Saved entries:

-*-

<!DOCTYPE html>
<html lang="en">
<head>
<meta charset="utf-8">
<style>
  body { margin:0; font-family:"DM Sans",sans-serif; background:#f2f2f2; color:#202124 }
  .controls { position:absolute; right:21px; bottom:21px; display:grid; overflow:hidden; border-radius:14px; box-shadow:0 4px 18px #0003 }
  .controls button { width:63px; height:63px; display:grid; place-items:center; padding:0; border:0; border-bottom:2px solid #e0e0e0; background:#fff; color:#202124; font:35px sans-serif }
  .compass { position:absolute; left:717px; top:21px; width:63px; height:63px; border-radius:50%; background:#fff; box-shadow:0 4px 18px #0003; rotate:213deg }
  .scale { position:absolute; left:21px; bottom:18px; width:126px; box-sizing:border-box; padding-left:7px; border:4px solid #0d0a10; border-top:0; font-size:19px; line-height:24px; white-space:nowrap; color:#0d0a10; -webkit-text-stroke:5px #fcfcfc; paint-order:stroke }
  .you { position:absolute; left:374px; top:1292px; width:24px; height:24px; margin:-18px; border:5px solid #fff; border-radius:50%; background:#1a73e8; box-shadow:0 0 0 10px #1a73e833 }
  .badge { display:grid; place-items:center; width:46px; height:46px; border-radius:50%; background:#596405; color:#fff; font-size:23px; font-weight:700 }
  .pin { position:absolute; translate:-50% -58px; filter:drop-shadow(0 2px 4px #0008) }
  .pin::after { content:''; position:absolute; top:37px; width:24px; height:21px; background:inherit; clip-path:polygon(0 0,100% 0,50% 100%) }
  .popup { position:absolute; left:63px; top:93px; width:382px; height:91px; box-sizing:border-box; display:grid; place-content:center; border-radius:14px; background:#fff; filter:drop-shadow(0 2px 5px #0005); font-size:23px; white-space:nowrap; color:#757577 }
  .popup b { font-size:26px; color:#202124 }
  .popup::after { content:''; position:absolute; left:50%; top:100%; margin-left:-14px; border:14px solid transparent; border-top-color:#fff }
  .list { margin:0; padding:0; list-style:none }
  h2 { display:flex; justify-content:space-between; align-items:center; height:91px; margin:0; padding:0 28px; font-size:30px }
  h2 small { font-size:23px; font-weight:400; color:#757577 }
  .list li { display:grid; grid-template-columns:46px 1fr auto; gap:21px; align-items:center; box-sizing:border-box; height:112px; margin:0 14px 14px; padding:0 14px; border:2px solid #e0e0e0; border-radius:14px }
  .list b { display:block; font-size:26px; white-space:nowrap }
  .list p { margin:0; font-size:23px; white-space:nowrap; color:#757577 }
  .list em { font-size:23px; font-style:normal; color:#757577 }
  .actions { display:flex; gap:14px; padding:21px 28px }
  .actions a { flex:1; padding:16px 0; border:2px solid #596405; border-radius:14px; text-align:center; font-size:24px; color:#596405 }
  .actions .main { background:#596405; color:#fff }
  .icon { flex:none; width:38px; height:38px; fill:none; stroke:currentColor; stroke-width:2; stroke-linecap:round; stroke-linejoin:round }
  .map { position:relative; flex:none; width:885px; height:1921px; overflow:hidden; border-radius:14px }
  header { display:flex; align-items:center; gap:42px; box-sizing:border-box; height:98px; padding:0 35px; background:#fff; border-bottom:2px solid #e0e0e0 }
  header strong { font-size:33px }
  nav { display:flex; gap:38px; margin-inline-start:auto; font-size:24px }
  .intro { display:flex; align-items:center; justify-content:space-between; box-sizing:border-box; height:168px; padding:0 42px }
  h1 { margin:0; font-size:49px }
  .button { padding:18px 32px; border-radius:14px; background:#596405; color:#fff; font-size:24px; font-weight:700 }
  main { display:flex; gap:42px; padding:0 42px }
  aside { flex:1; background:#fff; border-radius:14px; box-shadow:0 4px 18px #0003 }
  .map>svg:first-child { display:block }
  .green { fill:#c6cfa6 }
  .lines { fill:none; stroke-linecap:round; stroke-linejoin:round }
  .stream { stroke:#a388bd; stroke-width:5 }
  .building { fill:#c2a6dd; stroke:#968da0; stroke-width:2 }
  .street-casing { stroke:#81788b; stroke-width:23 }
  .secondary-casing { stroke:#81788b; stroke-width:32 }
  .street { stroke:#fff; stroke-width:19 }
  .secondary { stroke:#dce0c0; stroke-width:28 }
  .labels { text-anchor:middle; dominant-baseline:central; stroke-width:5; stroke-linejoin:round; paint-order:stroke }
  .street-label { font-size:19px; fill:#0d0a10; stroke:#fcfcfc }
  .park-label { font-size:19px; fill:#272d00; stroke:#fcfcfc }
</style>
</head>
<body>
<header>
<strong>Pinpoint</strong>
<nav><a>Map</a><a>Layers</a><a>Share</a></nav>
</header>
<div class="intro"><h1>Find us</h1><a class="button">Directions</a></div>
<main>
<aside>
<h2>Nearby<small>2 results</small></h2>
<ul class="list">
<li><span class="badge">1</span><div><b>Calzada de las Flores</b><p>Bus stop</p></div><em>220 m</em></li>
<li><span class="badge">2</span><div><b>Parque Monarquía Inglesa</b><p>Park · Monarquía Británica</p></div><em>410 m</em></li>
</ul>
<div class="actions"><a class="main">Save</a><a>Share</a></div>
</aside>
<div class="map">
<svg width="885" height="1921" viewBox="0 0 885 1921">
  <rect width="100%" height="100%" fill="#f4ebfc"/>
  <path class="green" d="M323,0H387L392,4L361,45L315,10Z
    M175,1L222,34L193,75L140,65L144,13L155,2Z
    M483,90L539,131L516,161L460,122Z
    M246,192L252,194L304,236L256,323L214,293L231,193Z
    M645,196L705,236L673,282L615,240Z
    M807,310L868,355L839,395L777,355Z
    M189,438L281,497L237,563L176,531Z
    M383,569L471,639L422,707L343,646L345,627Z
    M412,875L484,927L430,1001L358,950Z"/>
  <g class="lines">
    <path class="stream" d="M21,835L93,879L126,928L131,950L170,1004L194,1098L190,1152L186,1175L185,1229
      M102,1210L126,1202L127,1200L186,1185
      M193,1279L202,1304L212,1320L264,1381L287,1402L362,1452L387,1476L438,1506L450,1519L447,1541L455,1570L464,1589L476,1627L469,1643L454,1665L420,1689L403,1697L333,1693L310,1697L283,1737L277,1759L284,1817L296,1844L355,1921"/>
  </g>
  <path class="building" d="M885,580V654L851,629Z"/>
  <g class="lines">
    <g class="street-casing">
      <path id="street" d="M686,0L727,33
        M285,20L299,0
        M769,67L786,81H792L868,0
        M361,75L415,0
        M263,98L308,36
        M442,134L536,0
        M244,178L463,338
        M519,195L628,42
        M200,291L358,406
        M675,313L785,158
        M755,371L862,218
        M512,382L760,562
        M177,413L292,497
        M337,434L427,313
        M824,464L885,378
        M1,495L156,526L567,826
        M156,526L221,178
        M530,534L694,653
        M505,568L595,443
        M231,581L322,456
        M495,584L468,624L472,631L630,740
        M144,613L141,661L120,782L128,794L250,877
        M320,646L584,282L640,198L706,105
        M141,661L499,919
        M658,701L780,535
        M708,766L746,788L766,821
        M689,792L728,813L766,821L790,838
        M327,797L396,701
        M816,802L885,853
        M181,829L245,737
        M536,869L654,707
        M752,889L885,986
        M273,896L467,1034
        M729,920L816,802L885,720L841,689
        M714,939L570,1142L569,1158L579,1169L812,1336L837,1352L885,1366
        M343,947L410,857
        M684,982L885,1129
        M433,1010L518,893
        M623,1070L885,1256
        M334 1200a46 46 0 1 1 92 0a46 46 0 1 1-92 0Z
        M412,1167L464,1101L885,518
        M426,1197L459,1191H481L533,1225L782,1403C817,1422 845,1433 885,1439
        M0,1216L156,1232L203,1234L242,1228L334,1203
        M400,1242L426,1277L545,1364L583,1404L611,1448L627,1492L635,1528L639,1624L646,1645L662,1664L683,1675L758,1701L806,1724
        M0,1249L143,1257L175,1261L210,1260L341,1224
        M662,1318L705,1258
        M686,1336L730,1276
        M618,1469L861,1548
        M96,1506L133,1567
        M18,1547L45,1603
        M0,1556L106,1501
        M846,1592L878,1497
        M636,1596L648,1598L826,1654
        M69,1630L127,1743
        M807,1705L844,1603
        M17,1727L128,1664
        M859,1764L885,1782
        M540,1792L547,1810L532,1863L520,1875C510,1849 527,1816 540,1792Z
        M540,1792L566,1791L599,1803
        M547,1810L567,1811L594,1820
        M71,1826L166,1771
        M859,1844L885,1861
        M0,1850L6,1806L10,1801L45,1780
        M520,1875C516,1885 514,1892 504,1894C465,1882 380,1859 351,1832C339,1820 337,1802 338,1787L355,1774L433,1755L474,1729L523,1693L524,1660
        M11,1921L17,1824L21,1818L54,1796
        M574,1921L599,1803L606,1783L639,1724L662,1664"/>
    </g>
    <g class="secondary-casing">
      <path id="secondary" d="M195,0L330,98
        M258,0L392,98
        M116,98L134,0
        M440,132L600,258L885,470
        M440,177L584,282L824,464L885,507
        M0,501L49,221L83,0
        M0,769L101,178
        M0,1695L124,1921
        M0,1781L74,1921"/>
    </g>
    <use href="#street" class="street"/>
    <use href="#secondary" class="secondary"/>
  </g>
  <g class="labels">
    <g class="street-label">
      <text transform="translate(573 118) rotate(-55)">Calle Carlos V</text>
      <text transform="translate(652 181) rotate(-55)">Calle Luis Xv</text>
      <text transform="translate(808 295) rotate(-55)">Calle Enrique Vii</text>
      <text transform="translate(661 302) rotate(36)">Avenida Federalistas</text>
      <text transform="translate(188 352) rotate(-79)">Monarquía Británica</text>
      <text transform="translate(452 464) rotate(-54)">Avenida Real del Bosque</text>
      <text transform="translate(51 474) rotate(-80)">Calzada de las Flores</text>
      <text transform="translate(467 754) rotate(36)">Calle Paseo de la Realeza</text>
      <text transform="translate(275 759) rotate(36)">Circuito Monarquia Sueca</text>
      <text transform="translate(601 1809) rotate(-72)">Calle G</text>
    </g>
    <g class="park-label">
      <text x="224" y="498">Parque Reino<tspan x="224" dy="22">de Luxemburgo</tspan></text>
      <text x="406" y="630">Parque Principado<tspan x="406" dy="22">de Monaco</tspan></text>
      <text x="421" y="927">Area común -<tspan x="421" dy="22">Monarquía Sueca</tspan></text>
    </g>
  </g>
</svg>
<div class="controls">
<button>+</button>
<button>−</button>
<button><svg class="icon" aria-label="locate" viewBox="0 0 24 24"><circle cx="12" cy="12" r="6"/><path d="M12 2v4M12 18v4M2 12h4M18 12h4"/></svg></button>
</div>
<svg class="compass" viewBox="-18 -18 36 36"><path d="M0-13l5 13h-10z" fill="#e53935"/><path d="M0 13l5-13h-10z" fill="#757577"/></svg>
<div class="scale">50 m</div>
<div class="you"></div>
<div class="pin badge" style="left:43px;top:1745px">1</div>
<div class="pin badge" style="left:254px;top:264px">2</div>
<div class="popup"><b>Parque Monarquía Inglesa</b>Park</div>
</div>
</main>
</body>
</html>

-*-

DIRECTIONS:
Please print, exactly and with nothing else, the lines from the first line of the entries through the line containing "width:63px; height:63px; display:grid;".

THE COMPLETED TASK:
<!DOCTYPE html>
<html lang="en">
<head>
<meta charset="utf-8">
<style>
  body { margin:0; font-family:"DM Sans",sans-serif; background:#f2f2f2; color:#202124 }
  .controls { position:absolute; right:21px; bottom:21px; display:grid; overflow:hidden; border-radius:14px; box-shadow:0 4px 18px #0003 }
  .controls button { width:63px; height:63px; display:grid; place-items:center; padding:0; border:0; border-bottom:2px solid #e0e0e0; background:#fff; color:#202124; font:35px sans-serif }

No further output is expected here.